Entah mengapa dalam tulisan ini saya menambahkan angka 3 dibelakangnya. Mungkin jiwa eksistensialis saya yang menginginkannya. Karena pada dasarnya saya ini pemalu, tidak ingin terlalu tampil. Tapi ternyata saya sudah tampil 3 kali dalam dunia "ini".

Suatu hari setahun yang lalu, saya sedang menghabiskan malam bersama seorang teman dan beberapa rekan kantornya di sebuah restoran daerah dharmawangsa. Kami makan dengan lahap seolah tidak akan ada hari esok yang lebih nikmat lagi. Seperti ini mungkin cara kami makan, cara orang-orang iklan makan. Terburu-buru, karena memikirkan deadline di belakang sana.

Setelah makan selesai, obrolan seputar iklan pun merebak. Seseorang dari mereka bertanya,

"Posisi lo apa do di kantor?"

"Oh, gw Graphic Designer"

"Lha, umur lo kan udah ketuaan sebagai graphic designer", tanya nya kembali.

"Memang kenapa", jawab saya.

"Gw ini baru 23 tapi dah jadi Art Director", katanya dengan bangga.

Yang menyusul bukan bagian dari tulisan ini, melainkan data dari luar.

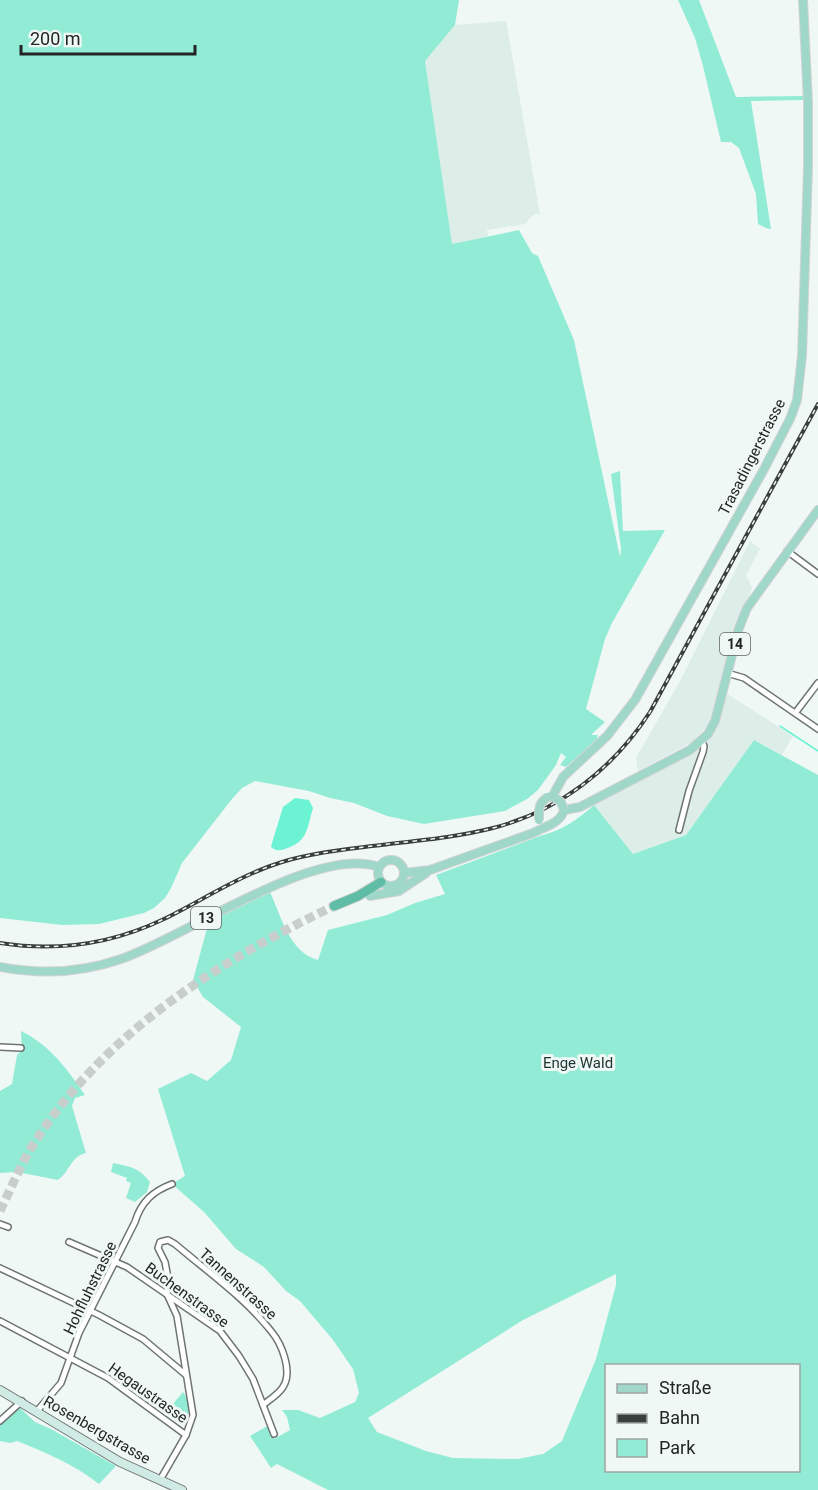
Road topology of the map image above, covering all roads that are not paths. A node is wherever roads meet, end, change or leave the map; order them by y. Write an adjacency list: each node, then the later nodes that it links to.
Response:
1 (803, 0): 10 (main road, Trasadingerstrasse / 13)
2 (818, 510): 3 (main road, 14)
3 (787, 551): 4 (street); 5 (main road, 14)
4 (818, 574)
5 (727, 673): 7 (street); 9 (main road, 14)
6 (818, 683): 7 (street)
7 (796, 712): 8 (street)
8 (818, 729)
9 (702, 742): 11 (main road); 12 (street)
10 (552, 798): 11 (main road, bridge); 13 (main road, 13, bridge)
11 (563, 813): 13 (main road, 13)
12 (679, 830)
13 (514, 839): 15 (main road, 13)
14 (379, 867): 16 (main road, 13); 17 (main road); 21 (main road, 13)
15 (430, 870): 16 (main road, 13); 19 (main road)
16 (404, 873): 17 (main road, 13)
17 (381, 882): 18 (highway)
18 (358, 896): 19 (highway); 20 (highway)
19 (370, 896)
20 (334, 906)
21 (0, 967)
22 (0, 1047): 23 (street)
23 (21, 1048)
24 (172, 1184): 28 (street, Hohfluhstrasse)
25 (0, 1224): 26 (street)
26 (8, 1227)
27 (69, 1242): 28 (street, Buchenstrasse)
28 (116, 1262): 30 (street, Buchenstrasse); 31 (street, Hohfluhstrasse)
29 (0, 1268): 31 (street)
30 (167, 1294): 34 (street); 37 (street, Buchenstrasse); 37 (street, Tannenstrasse)
31 (90, 1312): 33 (street, Hohfluhstrasse); 34 (street)
32 (0, 1321): 33 (street, Hegaustrasse)
33 (70, 1359): 38 (street, Hohfluhstrasse); 41 (street, Hegaustrasse)
34 (186, 1375): 41 (street)
35 (0, 1390): 36 (street, Rosenbergstrasse)
36 (22, 1401): 38 (street, Rosenbergstrasse); 39 (street)
37 (262, 1406): 40 (street, Buchenstrasse)
38 (37, 1411): 42 (street, Rosenbergstrasse)
39 (0, 1421)
40 (274, 1434)
41 (186, 1435): 42 (street)
42 (160, 1480): 43 (street, Rosenbergstrasse)
43 (182, 1490)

hahahha... saya tertawa dalam hati, kembali seseorang yang baru lulus kemaren sore sekarang berbangga hati karena sudah menjadi seorang "direktur".

"Bukan itu kok yang sebenarnya gw cari, mungkin juga gw saat ini belum cocok mendapatkan posisi itu, toh gw baru 1 tahun masuk agency. dan kebetulan posisi itu yang kosong, lagian ini kan cita-cita gw dari dulu pas kuliah pengen kerja di iklan, jadi gak papa lah. itung-itung cari pengalaman dulu sebelum masuk jenjang yang lebih tinggi", jawab saya sok bijak.

"Ooohh... dulu waktu magang, elo gak magang jadi Art Director ya?" tanya nya kembali.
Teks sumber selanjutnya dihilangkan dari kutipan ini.